• **TASK DESCRIPTION**
State how many lines in the entries below include the string "paths", and give nothing beyond that number.

★ ★ ★ ★ ★

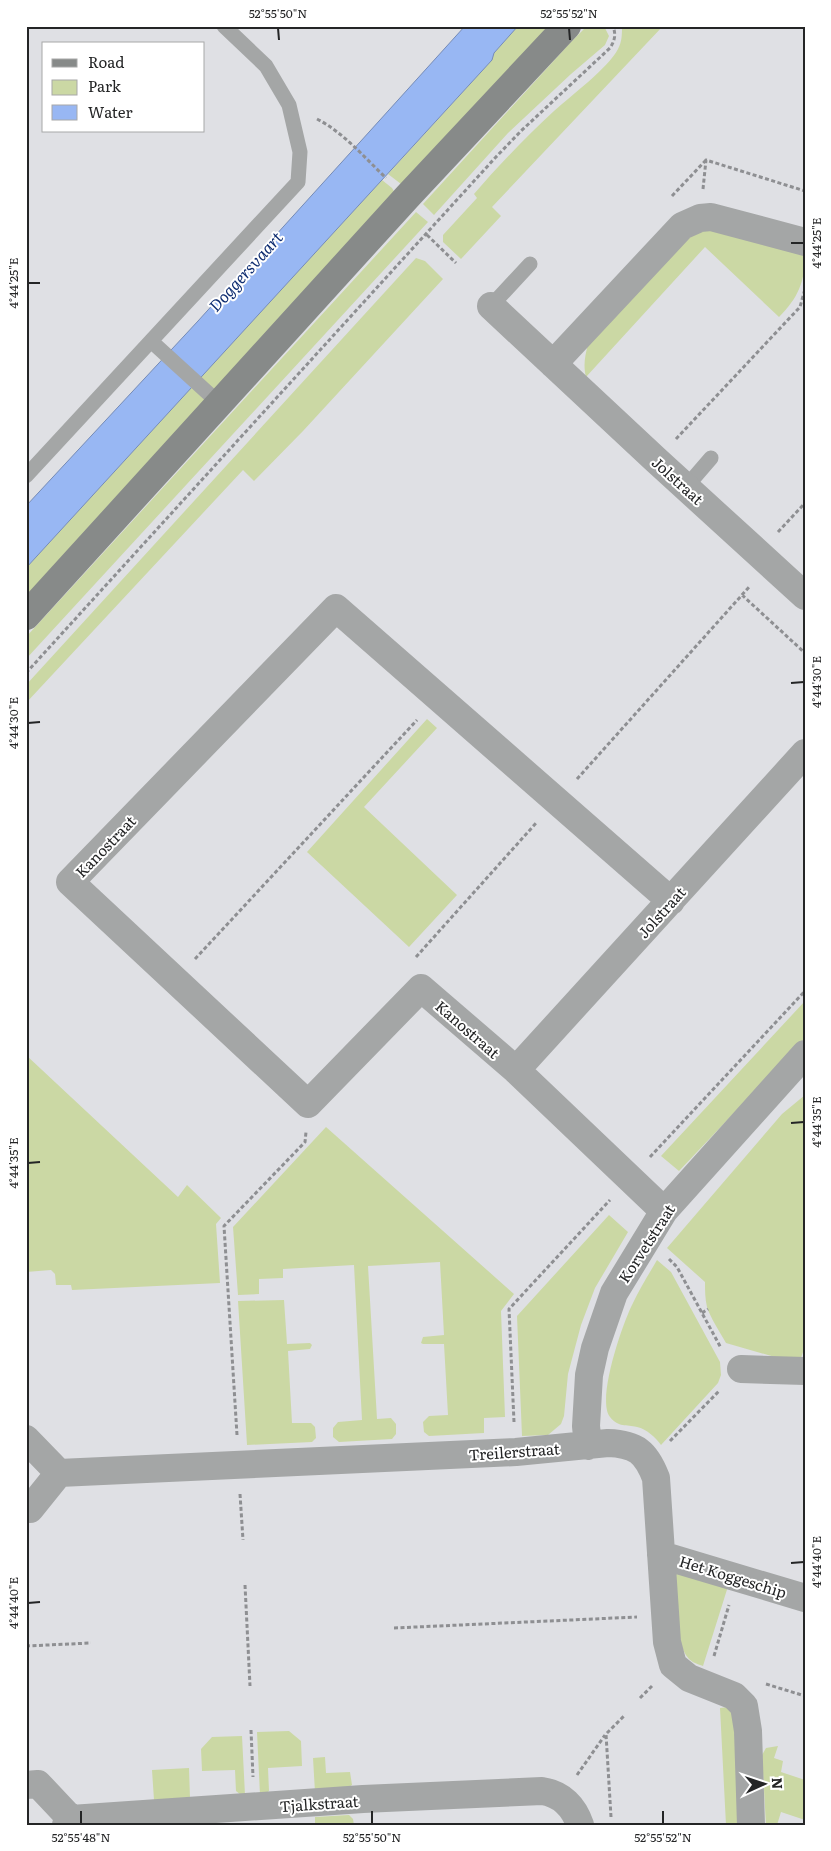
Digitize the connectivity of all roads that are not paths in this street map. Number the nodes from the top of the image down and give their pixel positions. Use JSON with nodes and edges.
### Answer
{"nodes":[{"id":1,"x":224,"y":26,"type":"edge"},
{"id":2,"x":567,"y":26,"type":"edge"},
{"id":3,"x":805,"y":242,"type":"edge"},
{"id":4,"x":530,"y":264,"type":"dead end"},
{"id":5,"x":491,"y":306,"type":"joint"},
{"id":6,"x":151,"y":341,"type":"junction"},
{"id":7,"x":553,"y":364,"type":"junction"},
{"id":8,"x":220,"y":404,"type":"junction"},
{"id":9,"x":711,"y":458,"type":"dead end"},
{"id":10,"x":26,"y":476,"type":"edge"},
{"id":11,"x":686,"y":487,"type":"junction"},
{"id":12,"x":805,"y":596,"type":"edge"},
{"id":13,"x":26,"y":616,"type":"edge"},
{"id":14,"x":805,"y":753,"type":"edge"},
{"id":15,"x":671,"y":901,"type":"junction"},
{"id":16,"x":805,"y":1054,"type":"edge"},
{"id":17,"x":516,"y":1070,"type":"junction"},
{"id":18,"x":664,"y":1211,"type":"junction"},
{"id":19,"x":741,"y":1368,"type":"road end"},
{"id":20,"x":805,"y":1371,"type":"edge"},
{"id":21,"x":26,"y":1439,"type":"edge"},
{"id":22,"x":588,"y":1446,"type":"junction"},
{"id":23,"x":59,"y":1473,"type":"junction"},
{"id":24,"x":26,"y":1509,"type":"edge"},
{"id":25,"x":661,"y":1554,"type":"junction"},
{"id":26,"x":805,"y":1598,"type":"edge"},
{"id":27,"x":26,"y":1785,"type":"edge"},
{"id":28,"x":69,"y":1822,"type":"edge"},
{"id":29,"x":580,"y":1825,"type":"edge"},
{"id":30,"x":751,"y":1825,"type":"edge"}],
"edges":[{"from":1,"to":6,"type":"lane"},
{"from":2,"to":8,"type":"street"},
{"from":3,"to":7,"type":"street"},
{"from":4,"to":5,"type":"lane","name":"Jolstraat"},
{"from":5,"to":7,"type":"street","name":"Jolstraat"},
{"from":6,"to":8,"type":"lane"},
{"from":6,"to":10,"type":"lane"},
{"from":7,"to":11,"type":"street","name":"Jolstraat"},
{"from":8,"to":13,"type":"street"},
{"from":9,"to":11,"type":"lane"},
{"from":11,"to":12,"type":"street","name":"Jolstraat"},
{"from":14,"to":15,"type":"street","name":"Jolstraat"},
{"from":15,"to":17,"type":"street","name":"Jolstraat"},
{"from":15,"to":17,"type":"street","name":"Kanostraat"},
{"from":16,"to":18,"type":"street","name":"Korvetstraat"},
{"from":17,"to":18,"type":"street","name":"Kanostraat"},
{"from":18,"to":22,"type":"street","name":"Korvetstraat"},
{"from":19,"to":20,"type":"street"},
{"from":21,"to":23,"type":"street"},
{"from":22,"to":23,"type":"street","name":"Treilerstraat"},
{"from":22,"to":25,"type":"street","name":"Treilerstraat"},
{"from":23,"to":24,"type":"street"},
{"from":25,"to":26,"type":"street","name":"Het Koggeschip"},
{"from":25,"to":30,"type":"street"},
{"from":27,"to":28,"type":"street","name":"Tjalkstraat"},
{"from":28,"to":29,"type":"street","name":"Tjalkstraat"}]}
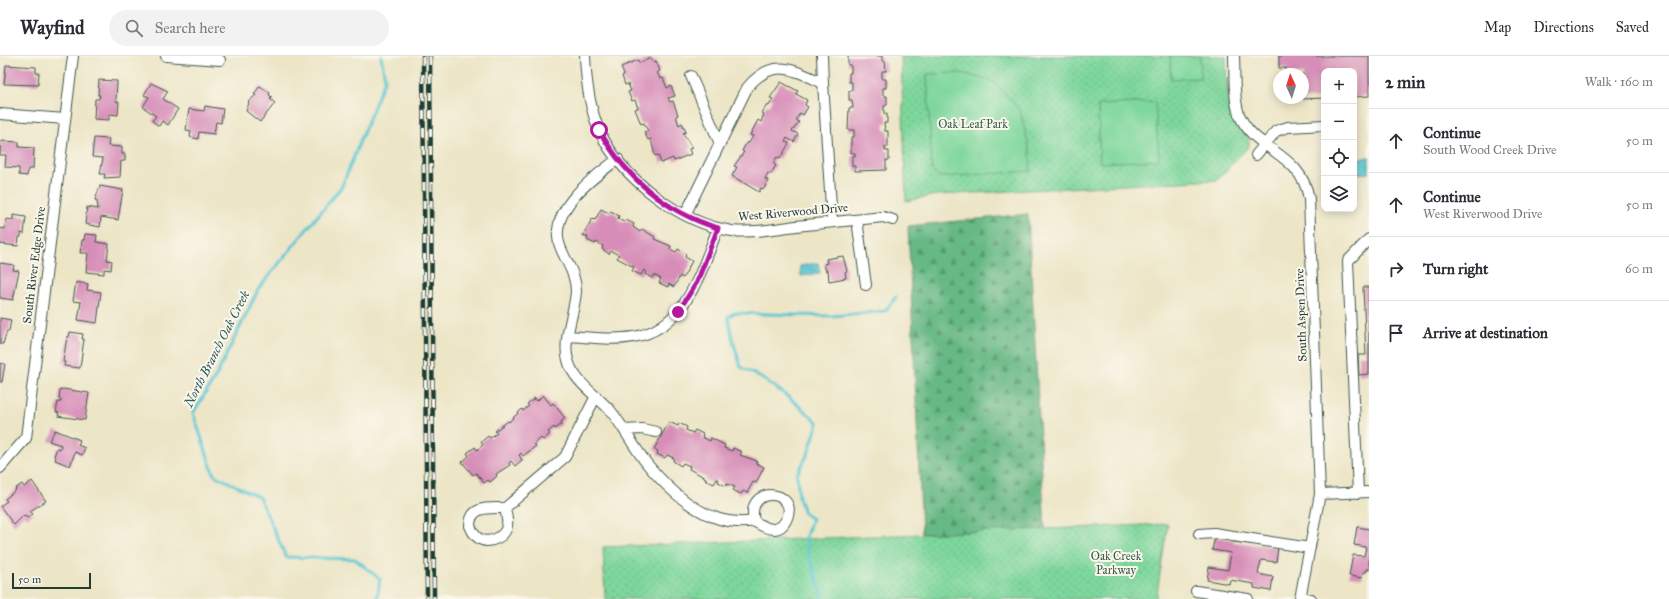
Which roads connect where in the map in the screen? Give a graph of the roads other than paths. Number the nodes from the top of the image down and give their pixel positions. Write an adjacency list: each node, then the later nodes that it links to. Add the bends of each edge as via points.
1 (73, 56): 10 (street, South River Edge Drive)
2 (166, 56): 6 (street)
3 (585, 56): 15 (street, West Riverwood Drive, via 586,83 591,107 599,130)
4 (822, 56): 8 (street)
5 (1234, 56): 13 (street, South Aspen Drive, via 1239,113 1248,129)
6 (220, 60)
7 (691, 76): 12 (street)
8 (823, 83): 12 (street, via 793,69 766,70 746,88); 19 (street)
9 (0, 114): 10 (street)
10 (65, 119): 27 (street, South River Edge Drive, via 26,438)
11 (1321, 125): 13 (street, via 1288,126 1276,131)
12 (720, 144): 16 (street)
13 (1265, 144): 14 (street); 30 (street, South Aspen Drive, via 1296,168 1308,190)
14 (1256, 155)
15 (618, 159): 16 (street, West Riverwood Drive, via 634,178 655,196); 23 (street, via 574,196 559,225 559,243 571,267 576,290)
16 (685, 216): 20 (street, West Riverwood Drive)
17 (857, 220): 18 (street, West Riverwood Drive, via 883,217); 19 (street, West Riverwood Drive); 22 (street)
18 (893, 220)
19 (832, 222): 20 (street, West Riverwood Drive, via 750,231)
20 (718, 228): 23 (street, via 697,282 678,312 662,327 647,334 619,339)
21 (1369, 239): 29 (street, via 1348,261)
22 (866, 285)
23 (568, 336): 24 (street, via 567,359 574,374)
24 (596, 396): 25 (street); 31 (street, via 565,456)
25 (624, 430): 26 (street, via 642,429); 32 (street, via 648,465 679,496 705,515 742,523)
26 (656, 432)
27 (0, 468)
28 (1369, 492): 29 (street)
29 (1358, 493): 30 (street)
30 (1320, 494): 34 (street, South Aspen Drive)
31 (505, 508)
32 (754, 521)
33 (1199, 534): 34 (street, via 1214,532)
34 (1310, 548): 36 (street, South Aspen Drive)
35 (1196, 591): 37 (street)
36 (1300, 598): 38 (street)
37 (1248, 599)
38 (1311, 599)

★ ★ ★ ★ ★

• **WRITTEN SOLUTION**
2